TASK DATA:
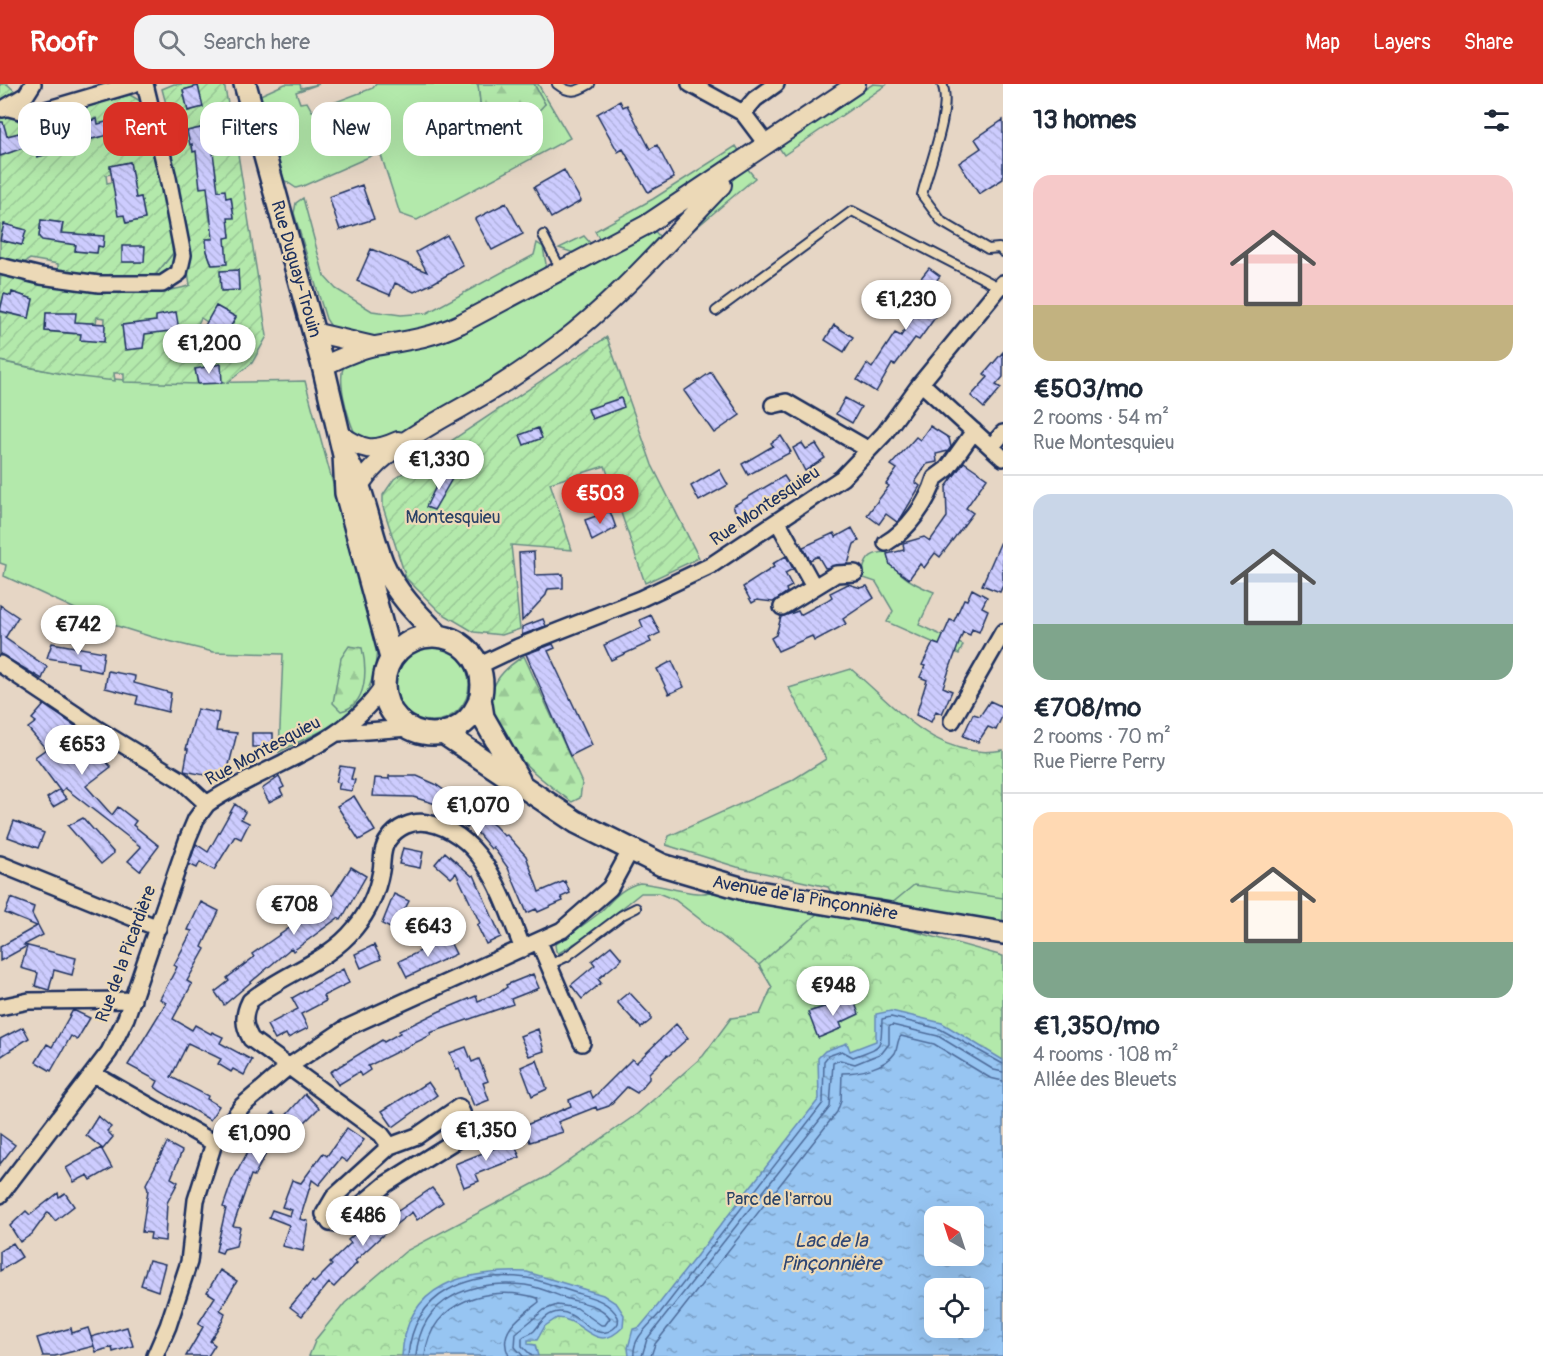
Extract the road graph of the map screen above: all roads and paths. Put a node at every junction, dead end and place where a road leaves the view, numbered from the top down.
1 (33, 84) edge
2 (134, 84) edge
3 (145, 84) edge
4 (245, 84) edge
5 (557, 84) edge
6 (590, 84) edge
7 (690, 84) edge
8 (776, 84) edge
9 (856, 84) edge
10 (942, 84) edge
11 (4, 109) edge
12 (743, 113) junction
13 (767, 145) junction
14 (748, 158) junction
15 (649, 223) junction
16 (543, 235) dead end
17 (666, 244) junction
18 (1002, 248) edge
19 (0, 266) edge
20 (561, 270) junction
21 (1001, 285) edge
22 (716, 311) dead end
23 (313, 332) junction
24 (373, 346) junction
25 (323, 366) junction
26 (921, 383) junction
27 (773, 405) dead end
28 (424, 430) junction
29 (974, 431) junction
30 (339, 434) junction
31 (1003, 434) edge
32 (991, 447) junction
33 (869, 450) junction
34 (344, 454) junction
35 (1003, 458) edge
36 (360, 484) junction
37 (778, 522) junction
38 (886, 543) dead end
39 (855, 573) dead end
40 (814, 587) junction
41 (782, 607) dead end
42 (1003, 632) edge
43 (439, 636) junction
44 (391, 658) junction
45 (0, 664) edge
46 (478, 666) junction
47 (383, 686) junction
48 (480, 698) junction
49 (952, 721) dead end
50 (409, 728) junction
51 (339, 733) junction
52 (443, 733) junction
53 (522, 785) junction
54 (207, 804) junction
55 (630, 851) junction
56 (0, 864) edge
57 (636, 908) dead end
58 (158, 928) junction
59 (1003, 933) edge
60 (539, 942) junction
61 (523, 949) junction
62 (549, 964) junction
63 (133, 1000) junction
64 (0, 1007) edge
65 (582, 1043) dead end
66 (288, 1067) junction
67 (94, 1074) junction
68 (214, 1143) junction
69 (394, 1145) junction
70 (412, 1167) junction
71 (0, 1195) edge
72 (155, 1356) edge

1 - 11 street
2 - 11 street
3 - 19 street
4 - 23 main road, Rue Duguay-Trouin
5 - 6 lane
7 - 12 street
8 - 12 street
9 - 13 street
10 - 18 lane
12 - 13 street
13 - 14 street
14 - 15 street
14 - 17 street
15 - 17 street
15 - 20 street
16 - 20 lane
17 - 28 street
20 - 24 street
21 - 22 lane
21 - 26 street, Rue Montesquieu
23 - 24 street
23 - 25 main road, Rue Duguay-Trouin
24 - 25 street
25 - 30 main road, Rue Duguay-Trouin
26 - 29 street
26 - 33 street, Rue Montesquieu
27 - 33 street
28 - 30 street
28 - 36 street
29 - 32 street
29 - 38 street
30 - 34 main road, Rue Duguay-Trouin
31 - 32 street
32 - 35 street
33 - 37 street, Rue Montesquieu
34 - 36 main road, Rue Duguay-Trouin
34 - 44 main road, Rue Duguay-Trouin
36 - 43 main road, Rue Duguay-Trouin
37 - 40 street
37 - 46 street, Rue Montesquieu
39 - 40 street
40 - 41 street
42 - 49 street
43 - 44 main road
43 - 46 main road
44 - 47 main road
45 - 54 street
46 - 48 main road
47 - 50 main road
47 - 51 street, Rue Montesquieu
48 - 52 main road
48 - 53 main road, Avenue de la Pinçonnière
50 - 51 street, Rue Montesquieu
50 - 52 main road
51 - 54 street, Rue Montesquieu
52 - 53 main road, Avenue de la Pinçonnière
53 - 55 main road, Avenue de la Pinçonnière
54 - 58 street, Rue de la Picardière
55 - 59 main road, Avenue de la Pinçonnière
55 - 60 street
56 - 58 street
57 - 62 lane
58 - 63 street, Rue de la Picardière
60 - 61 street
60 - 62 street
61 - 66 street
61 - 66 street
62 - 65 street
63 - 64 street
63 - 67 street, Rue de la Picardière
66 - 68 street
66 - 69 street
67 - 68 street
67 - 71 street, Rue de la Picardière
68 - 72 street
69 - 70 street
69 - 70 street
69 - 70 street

AIM OF THE EXERCISE: Go through the records above, find every line with the word "Duguay", and list those lines.

OUTPUT FOR THIS EXERCISE:
4 - 23 main road, Rue Duguay-Trouin
23 - 25 main road, Rue Duguay-Trouin
25 - 30 main road, Rue Duguay-Trouin
30 - 34 main road, Rue Duguay-Trouin
34 - 36 main road, Rue Duguay-Trouin
34 - 44 main road, Rue Duguay-Trouin
36 - 43 main road, Rue Duguay-Trouin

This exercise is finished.